By Guillermo Alvarado

The United States injects fuel to the war in Eastern Europe, gives weapons and political and diplomatic support to Israel to continue the genocide against the Palestinian population, but curiously shows itself incapable of solving a serious internal problem, such as drug trafficking.

According to recently published statistics, in 2022 the northern power once again broke the record of deaths due to overdose of illicit drugs, with 107,941 deaths, which indicates that the epidemic of consumption has been growing unstoppably during the last few years.

To give an idea of the seriousness of the issue, the United States lost a total of 60,000 military personnel in the wars it waged against Vietnam, Iraq and Afghanistan, all three together, a figure much lower than that caused by the failed fight against trafficking in prohibited substances.

Worse still, only one of the drugs circulating in that country, fentanyl, killed more people than those three war conflicts, since according to data from the Centers for Disease Control and Prevention and Health Statistics, by the end of 2022, the latest figures released, some 74,000 people succumbed to this product.

It is striking that the richest country in the world is not capable, for example, of cleaning up the now infamous Kensington neighborhood in Philadelphia, where drug users wander like zombies and require urgent medical assistance.

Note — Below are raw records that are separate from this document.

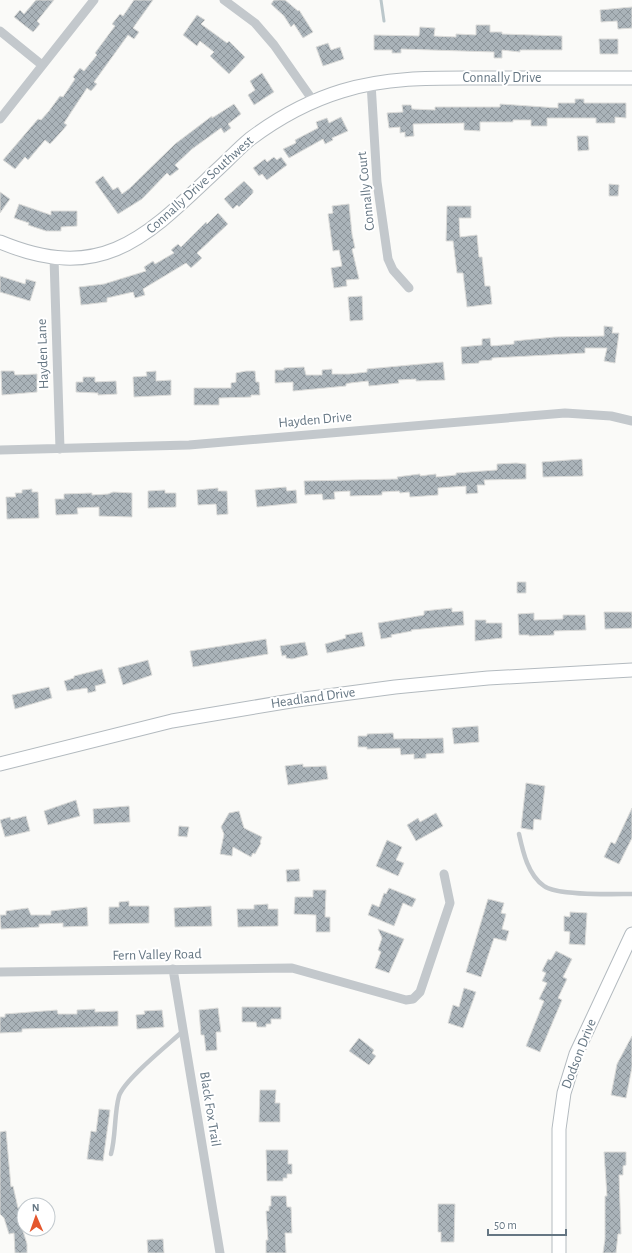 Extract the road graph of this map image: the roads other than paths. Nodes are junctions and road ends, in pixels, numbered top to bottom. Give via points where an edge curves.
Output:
1 (94, 0) edge
2 (224, 0) edge
3 (0, 31) edge
4 (42, 65) junction
5 (632, 78) edge
6 (372, 84) junction
7 (314, 102) junction
8 (0, 119) edge
9 (0, 242) edge
10 (54, 258) junction
11 (409, 288) dead end
12 (632, 421) edge
13 (60, 449) junction
14 (0, 450) edge
15 (632, 670) edge
16 (0, 764) edge
17 (519, 834) dead end
18 (444, 874) dead end
19 (632, 894) edge
20 (632, 934) edge
21 (173, 969) junction
22 (0, 972) edge
23 (183, 1031) junction
24 (111, 1154) dead end
25 (220, 1253) edge
26 (559, 1253) edge

1 - 4 street
2 - 7 street via 254,23 269,39
3 - 4 street
4 - 8 street
5 - 6 street, Connally Drive via 423,78
6 - 7 street, Connally Drive Southwest via 342,91
6 - 11 street, Connally Court via 377,182 388,260
7 - 10 street, Connally Drive Southwest via 281,118 250,140 162,222 140,238 99,255
9 - 10 street, Connally Drive Southwest via 25,253
10 - 13 street, Hayden Lane
12 - 13 street, Hayden Drive via 612,416 565,413 190,445
13 - 14 street, Hayden Drive
15 - 16 street, Headland Drive via 488,678 297,700 172,721
17 - 19 lane via 524,856 533,875 544,887 555,891
18 - 21 street, Fern Valley Road via 450,902 420,992 413,999 406,1000 292,968
20 - 26 street, Dodson Drive via 576,1054 564,1092 559,1128
21 - 22 street, Fern Valley Road
21 - 23 street, Black Fox Trail
23 - 24 lane via 131,1078 119,1096
23 - 25 street, Black Fox Trail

Fentanyl is undoubtedly the most dangerous substance on the streets of the United States -and other countries- for several reasons, the first being that it can be produced entirely in a laboratory, unlike opioids, which require natural raw materials.

Second, and even more dangerous, it is 50 times more powerful than heroin and 100 times more powerful than morphine, so that an excess of a few milligrams in the dose is enough to kill a person.

Recently, the U.S. Secretary of State, Antony Blinken, participated in a UN conference on narcotics held in Vienna, Austria, where he called for unity in the fight against this scourge.

It is true that international coordination is needed to confront drug trafficking, but it is also true that so far Washington has seen the issue only as a police and military problem and is trying to solve it outside its territory, where the world's largest consumer market is located.

Disappear the demand through education and public health and the supply will disappear, it is not easy, but it is the way to go.